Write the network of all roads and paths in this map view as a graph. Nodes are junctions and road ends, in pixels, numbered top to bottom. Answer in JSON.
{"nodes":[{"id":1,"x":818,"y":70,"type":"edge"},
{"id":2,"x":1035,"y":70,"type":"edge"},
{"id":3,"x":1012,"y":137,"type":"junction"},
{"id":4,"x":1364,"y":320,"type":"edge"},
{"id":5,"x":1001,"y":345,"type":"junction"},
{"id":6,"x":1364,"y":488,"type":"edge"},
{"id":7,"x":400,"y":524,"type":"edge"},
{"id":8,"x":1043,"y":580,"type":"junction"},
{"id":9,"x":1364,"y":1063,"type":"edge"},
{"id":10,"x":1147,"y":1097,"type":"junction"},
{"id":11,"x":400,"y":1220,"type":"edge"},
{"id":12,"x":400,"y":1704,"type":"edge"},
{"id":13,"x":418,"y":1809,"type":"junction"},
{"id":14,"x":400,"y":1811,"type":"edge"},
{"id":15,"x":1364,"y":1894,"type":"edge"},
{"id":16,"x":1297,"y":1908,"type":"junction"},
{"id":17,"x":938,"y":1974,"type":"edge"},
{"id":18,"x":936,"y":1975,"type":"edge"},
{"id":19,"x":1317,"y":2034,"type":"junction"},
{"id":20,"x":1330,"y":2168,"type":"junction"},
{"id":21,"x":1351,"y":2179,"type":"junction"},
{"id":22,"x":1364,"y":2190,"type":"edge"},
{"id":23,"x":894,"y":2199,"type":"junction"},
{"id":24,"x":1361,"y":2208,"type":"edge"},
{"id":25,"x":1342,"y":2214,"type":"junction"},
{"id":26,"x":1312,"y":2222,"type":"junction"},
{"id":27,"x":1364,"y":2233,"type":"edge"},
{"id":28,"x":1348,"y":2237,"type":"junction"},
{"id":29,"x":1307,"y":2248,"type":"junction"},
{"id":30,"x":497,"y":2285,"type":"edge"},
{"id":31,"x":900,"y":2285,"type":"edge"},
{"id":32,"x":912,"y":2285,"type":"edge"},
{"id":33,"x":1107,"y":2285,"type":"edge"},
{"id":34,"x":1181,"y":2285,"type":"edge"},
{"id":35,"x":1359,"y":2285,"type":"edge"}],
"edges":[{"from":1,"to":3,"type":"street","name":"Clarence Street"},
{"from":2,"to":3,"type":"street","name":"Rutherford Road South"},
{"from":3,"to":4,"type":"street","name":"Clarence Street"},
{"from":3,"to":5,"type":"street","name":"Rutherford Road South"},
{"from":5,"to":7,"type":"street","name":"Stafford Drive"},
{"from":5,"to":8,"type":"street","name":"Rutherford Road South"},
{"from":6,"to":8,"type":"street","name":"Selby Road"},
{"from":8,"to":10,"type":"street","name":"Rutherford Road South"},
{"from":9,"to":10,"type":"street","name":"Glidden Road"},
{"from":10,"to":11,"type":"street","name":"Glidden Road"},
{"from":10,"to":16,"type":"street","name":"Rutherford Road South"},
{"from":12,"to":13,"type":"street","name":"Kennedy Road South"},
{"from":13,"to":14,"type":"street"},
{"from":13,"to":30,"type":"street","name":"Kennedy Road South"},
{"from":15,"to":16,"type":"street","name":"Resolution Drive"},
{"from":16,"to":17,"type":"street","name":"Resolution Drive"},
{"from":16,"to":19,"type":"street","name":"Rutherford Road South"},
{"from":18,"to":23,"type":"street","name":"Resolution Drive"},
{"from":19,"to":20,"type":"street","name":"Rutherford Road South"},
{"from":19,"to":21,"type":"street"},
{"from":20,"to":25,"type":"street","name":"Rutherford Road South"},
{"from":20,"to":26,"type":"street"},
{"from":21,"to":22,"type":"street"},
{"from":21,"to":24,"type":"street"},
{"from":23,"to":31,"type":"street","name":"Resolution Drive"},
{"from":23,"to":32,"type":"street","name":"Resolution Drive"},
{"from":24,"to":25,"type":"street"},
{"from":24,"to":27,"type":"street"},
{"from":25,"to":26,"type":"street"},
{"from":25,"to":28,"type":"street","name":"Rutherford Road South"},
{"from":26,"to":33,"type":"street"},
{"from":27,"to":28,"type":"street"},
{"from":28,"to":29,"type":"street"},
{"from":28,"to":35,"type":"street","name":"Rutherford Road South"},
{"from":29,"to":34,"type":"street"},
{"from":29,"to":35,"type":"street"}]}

########

> **Task goal**
Show all lines in the preceding material that have "Clarence" in them.

> **Response to this task**
"edges":[{"from":1,"to":3,"type":"street","name":"Clarence Street"},
{"from":3,"to":4,"type":"street","name":"Clarence Street"},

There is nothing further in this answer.